West of Tuba city, Arizona, on the Navajo Nation, the land is mostly a broken landscape of bare slick-rock. It shimmers in the heat in the summer, and stretches away in the distance to a couple of low mesas. I’m usually on my way to someplace else when I pass through here, and I’m usually in a hurry. So it’s always been ‘just scenery’ to me.
When I blast on through at 60 mph or so, I’ve seen glimpses of a spray-painted sign next to the highway. The sign looks almost like graffiti. It has as an arrow pointing off to the North, and says “Dinosaur Tracks”. I’ve always wondered what that was all about. So one day, on a whim, I turned off of the highway to check it out.
I thought I’d have to drive a long way to the track site, but the site was only a few hundred yards off the highway. There were a couple of stands set up, selling jewelry and such.
A very pleasant young Navajo lady came up to me and offered me a tour of the site. I agreed, and off we went.
The tracks were right there, no searching required. And they were spectacular, a dense swarm of intertwined and overlapping prints.
There are a whole lot of dinosaur tracks at this site.
The feeling was like when you stand next to a desert cattle tank and see the swarm of prints around it. You think, “Wow. What happened here last night.”
Except this tracks are about 200 million years old. Try to put this into perspective. Tyrannosaurus rex roamed the earth about 60-68 million years ago. So…we are closer in time to T. rex than T. rex was to the time these tracks were laid down.
That thought leaves me speechless.
From what I’ve read, the prints were left by a variety of bipedal carnivorous or scavenging dinosaurs, such as Dilophosaurus wetherilli or Coelophysis kayentakatae.
Dilophosaurus is the crested ‘spitting dinosaur’ from the movie Jurassic Park (to the best of my knowledge, there’s no evidence that they actually did spit). They seemed to be about 20-25 feet in length. I believe the first Dilophosaurus skeletons were found back in the early 1940s, from a site not too far from these tracks, -300x200 Coelophysis is the dinosaur whose fossils were so common on Georgia O’Keefe’s Ghost Ranch. Small world, huh?
My guide was kind enough to put some water into the prints, to make it easier to visualize a single animal’s track-way through the swarm of prints.
An individual dinosaur’s tracks filled with water, showing its path.
The stride length on the tracks was variable, from a couple of feet to maybe 6 or seven feet.

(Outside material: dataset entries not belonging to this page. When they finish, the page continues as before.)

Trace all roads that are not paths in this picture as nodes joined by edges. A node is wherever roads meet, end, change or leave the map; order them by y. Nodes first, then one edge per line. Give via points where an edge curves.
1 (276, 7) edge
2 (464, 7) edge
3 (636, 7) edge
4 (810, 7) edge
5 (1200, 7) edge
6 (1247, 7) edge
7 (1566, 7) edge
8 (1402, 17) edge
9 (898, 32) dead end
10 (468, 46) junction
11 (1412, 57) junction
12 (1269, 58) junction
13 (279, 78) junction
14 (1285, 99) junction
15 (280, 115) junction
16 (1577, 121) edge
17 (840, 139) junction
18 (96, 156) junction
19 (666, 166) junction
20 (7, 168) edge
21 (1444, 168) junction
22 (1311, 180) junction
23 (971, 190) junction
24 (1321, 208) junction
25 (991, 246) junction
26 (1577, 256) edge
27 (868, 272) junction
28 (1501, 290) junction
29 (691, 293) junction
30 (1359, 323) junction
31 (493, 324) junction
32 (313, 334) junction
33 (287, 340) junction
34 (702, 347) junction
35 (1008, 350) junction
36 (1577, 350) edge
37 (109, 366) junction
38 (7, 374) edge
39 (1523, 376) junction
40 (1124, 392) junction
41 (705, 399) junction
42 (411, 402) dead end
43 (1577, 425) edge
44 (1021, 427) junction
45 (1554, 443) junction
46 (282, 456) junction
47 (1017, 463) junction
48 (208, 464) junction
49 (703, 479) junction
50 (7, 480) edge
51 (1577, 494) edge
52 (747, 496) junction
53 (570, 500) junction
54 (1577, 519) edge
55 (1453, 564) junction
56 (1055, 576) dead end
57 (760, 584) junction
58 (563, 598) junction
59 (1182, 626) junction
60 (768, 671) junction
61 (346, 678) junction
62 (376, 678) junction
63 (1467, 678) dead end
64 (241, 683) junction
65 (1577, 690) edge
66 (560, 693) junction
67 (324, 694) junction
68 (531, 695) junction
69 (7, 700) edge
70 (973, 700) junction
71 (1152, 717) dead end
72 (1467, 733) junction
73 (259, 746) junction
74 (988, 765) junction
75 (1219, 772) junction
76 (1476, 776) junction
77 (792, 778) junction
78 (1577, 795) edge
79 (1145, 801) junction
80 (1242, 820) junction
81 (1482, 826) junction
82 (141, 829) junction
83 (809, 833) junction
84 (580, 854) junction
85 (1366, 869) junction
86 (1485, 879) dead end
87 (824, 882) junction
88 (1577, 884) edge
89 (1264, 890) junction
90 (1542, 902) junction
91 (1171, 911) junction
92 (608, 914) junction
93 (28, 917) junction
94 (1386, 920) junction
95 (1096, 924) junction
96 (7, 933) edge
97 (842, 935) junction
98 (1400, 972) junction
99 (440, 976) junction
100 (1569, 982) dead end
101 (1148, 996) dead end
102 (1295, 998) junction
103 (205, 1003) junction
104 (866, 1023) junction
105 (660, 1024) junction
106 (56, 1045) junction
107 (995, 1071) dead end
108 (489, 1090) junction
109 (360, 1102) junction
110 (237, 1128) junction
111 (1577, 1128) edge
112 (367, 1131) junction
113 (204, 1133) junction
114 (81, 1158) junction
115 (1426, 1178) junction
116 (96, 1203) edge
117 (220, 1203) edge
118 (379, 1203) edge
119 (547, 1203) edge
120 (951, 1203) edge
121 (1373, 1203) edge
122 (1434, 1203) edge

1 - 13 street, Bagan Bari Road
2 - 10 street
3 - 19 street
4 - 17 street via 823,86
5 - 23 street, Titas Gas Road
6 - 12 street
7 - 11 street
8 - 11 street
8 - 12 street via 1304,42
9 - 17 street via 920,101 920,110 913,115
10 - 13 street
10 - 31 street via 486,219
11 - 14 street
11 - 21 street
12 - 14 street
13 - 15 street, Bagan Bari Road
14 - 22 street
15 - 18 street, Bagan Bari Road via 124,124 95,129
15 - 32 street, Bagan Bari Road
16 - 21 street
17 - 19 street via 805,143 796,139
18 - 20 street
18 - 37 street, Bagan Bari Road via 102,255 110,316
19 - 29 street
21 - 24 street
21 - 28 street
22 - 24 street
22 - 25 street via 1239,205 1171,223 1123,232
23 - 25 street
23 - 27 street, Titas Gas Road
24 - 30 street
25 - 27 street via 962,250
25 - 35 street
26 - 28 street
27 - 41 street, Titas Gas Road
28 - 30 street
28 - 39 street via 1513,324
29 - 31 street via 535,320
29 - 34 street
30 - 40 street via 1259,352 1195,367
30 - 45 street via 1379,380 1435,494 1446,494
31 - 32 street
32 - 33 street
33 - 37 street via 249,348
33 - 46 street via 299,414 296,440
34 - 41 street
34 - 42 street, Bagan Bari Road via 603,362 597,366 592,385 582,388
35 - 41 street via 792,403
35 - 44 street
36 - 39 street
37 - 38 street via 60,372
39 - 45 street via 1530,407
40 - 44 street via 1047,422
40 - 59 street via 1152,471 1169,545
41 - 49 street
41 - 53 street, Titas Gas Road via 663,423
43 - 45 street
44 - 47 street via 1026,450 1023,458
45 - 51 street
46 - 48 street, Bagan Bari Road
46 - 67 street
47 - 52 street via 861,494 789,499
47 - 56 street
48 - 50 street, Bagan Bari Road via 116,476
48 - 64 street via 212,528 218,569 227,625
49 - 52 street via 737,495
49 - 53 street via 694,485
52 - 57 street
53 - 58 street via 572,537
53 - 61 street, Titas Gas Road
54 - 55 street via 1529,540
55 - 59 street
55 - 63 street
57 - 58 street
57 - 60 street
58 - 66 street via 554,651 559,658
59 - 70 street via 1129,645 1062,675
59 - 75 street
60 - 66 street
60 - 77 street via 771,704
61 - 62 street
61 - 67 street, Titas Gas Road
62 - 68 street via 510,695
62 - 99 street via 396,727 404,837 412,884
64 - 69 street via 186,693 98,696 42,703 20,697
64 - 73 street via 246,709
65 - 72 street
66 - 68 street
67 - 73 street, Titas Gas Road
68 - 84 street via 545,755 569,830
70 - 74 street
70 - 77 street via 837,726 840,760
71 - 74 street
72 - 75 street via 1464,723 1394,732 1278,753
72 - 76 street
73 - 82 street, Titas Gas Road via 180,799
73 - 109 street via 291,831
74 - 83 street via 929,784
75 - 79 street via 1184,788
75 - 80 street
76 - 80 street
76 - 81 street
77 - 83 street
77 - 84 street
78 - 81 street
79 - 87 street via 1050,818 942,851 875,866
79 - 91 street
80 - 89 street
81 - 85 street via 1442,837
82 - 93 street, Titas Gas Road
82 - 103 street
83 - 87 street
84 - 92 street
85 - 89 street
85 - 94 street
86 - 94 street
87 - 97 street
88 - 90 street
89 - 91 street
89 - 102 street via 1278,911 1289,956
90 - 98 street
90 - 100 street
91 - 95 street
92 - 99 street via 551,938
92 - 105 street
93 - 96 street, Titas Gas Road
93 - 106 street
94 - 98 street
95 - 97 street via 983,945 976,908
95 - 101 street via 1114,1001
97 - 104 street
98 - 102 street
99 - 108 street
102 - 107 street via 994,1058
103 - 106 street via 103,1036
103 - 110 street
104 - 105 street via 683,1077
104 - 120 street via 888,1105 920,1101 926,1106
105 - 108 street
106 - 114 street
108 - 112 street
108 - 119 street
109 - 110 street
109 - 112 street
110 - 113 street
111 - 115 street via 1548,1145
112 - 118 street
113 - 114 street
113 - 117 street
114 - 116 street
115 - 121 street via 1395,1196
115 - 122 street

A single track in the sandstone, filled with water to make it more visible.
After looking at the tracks, I was able to speak with my guide’s father and grandmother for a little bit. It was a very, very pleasant experience.
I’m so glad that I stopped to look at this site. I got the chance to see a spectacular track site, have a near-religious experience, and speak with some truly fine people.
What’s not to like?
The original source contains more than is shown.